We’ve all had that feeling - seeing something stunning that you simply have to own.

For Gary Wallace, it wasn’t a piece of art or jewellery that caught his eye – it was a showman’s wagon.

From the day he first set eyes on the vehicle, at Gifford’s Circus in the Cotswolds in 2000, Gary had dreamt of becoming the owner of one of the striking wagons.

So when Brexit hit the construction industry, in which Gary worked, he decided use crowdfunding to set up Dorset Wagon Company, and make his very own vehicle, from scratch, from a workshop in Wareham.

“It was about 20 years ago, when my daughter was first born, that we went to Giffords Circus,” he remembers.

“Everyone was standing and gazing at this wagon. Something about it just grabbed me. I just thought ‘I want one’. Occasionally they would come up and I would go and look at them, but they were rotten. The ones that were new, no one would sell.

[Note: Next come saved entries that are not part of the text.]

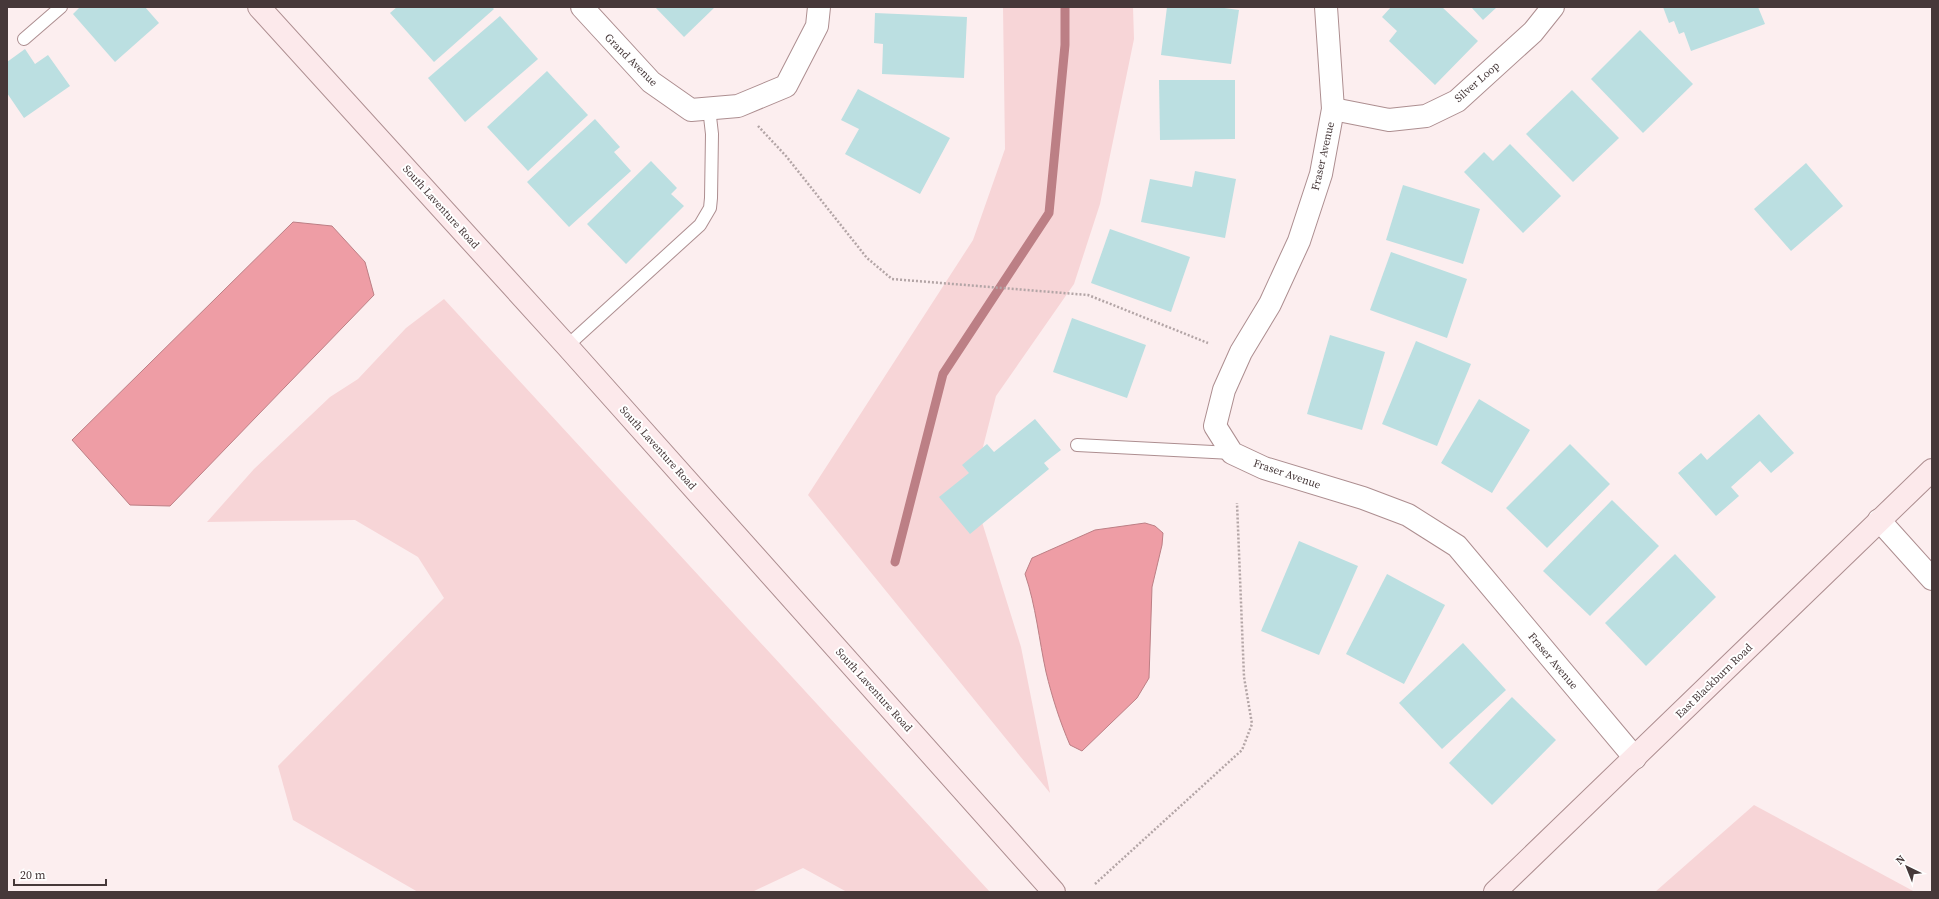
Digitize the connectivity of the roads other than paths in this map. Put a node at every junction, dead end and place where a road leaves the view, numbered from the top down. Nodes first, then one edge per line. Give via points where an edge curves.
1 (61, 7) edge
2 (259, 7) edge
3 (582, 7) edge
4 (818, 7) edge
5 (1326, 7) edge
6 (1553, 7) edge
7 (24, 39) dead end
8 (709, 108) junction
9 (1333, 108) junction
10 (567, 346) junction
11 (1077, 445) dead end
12 (1232, 452) junction
13 (1932, 470) edge
14 (1879, 520) junction
15 (1932, 579) edge
16 (1635, 758) junction
17 (1054, 892) edge
18 (1495, 892) edge

1 - 7 lane
2 - 10 street, South Laventure Road
3 - 8 street, Grand Avenue via 651,82 690,110
4 - 8 street, Grand Avenue via 817,26 786,86 738,106
5 - 9 street, Fraser Avenue
6 - 9 street, Silver Loop via 1533,32 1458,101 1426,116 1389,120
8 - 10 lane via 712,134 711,198 705,217 688,237
9 - 12 street, Fraser Avenue via 1321,174 1299,241 1270,304 1241,352 1224,390 1214,426
10 - 17 street, South Laventure Road
11 - 12 lane
12 - 16 street, Fraser Avenue via 1264,468 1363,498 1408,515 1457,546
13 - 14 street, East Blackburn Road
14 - 15 street
14 - 16 street, East Blackburn Road
16 - 18 street, East Blackburn Road

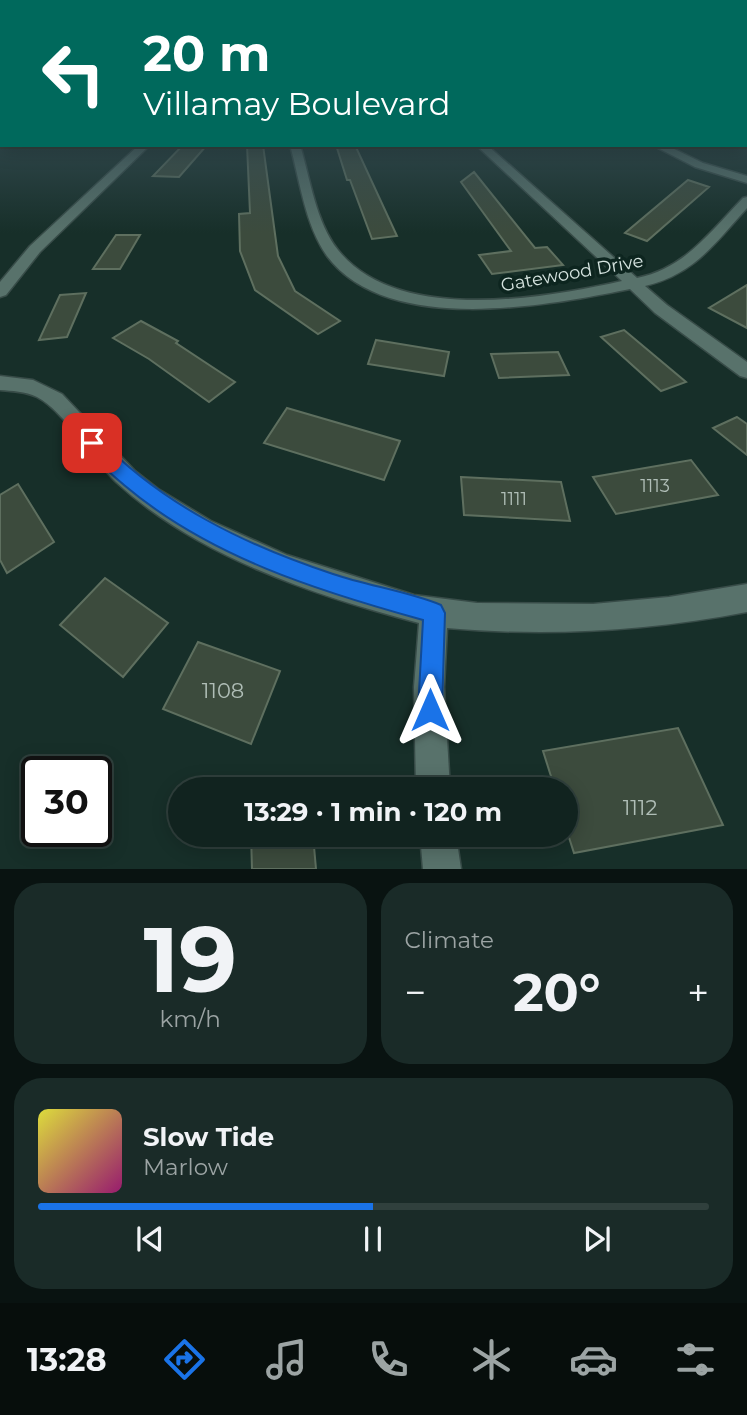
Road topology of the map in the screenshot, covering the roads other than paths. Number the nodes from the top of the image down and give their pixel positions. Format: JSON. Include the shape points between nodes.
{"nodes":[{"id":1,"x":138,"y":152,"type":"edge"},
{"id":2,"x":297,"y":152,"type":"edge"},
{"id":3,"x":488,"y":152,"type":"edge"},
{"id":4,"x":671,"y":152,"type":"edge"},
{"id":5,"x":747,"y":180,"type":"edge"},
{"id":6,"x":747,"y":201,"type":"edge"},
{"id":7,"x":632,"y":284,"type":"junction"},
{"id":8,"x":0,"y":292,"type":"edge"},
{"id":9,"x":747,"y":371,"type":"edge"},
{"id":10,"x":0,"y":383,"type":"edge"},
{"id":11,"x":747,"y":598,"type":"edge"},
{"id":12,"x":434,"y":613,"type":"junction"},
{"id":13,"x":433,"y":777,"type":"edge"},
{"id":14,"x":439,"y":847,"type":"edge"},
{"id":15,"x":442,"y":869,"type":"edge"}],
"edges":[{"from":1,"to":8,"type":"street","via":[[44,240]]},
{"from":2,"to":7,"type":"street","name":"Gatewood Drive","via":[[329,248],[343,264],[377,285],[424,300],[475,306],[523,303]]},
{"from":3,"to":7,"type":"street"},
{"from":4,"to":5,"type":"street"},
{"from":6,"to":7,"type":"street","name":"Gatewood Drive","via":[[687,263],[666,276]]},
{"from":7,"to":9,"type":"street"},
{"from":10,"to":12,"type":"street","via":[[19,383],[48,392],[62,402],[117,469],[149,495],[234,546],[334,585]]},
{"from":11,"to":12,"type":"street","via":[[619,618],[544,620]]},
{"from":12,"to":13,"type":"street","via":[[429,687]]},
{"from":14,"to":15,"type":"street"}]}
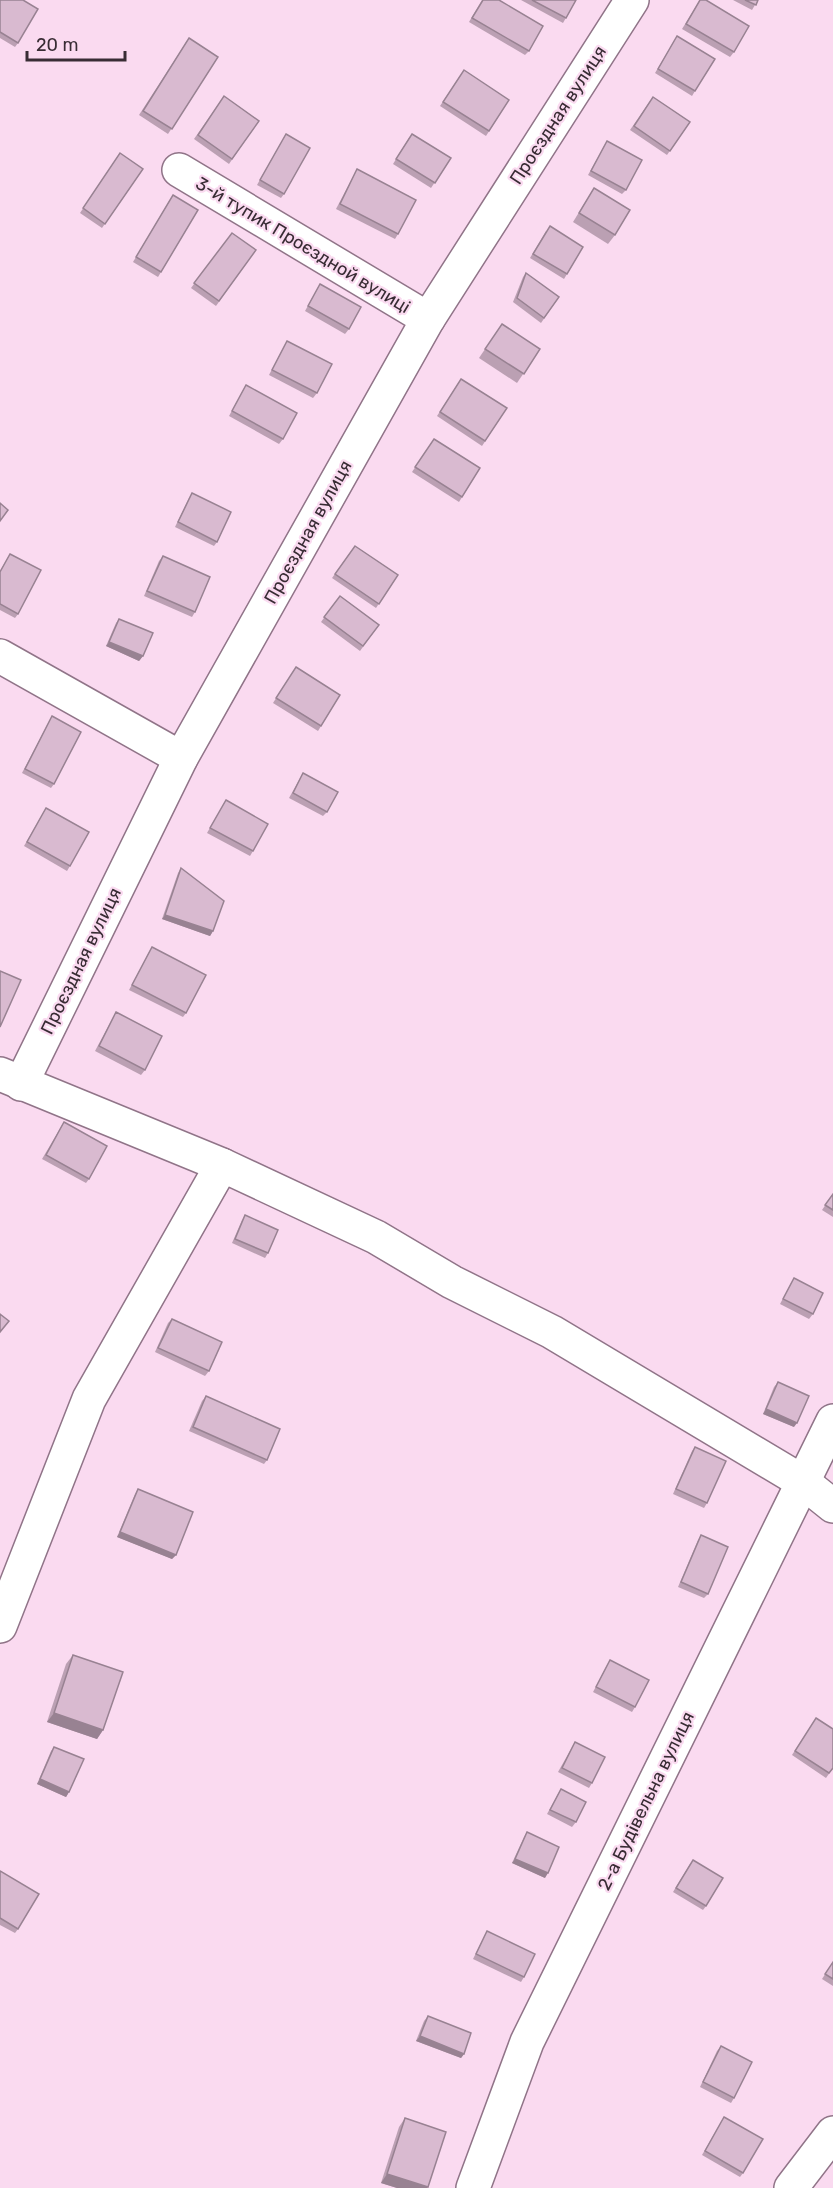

“After Brexit we saw a nosedive in construction. We built conservatories. I didn’t want to be in a race to the bottom, so we said ‘we are not going to be in this market’. The only way we could compete was by cutting corners, which is not the way we do things.”

Gary set up Dorset Wagon Company, took on a design engineer and an apprentice cabinet maker and together they set about creating the support structure.

“No one has made one of these for 70 years,” explains Gary.

“We started in September 2017, without really knowing how long it was going to take, or how much it was going to cost. We’ve done this completely blind, with no idea how to build it. I just knew what I wanted.

“Everyone said I was an idiot, but we did it. Now I’m standing here and looking at it and I’m so proud of it.”

Gary has chosen each and every piece of timber from local, independent suppliers, and ensured the traditional crafts and skills of highly skilled cabinet makers and carpenters were used to create the wagon, in keeping with its heritage.

The finished prototype is breathtakingly beautiful. It features a lounge with a wood burner, a bedroom with a large bay window and a dressing area, as well as a fully-equipped bathroom and kitchen areas.

All the fittings and furnishings have been rescued from salvage fairs or boat jumbles, or created bespoke by Gary and his team – even down to the windows and upholstery.

The 30ft long wagon, which is 8.5ft wide and 12ft high, is fully insulated, with double glazing and can be towed behind any traction engine at 25mph on a road.

“We’ve built these to last a lifetime,” says Gary. “It’s a real, working wagon that you can live in and use, and tow behind a vehicle.

“They were the accommodation for people that ran steam engines to tow a carousel and this is what they would live in. Because they would make so much money, they became more and more fancy. In 1948, one was built and it cost £6,000. You could buy a house for £300.”

The prototype wagon was recently launched at an event at Studland Bay House, and Gary is already working on alternative designs, with an anticipated starting price of £105,000.

“We can do any finish,” he says. “This one is ‘country cottage’, but we can line it in yew, or you could have it all panelled wood. We’ve done another design with a balcony or a hotel style without a kitchen.

“They used to do paintings on the ceiling. We can do all of that.”

Gary is anticipating the main market to be glamping and accommodation, as there are no limits when it comes to how luxurious the wagons can be.

He can also see them used in the grounds at more intimate wedding venues which have limited accommodation available, as an alternative base for guests to stay, or for catering – with one kitchen carriage and others for dining in, and has already had some interest from the National Trust.

“You want it when you see it,” he smiles. “It’s just so desirable.”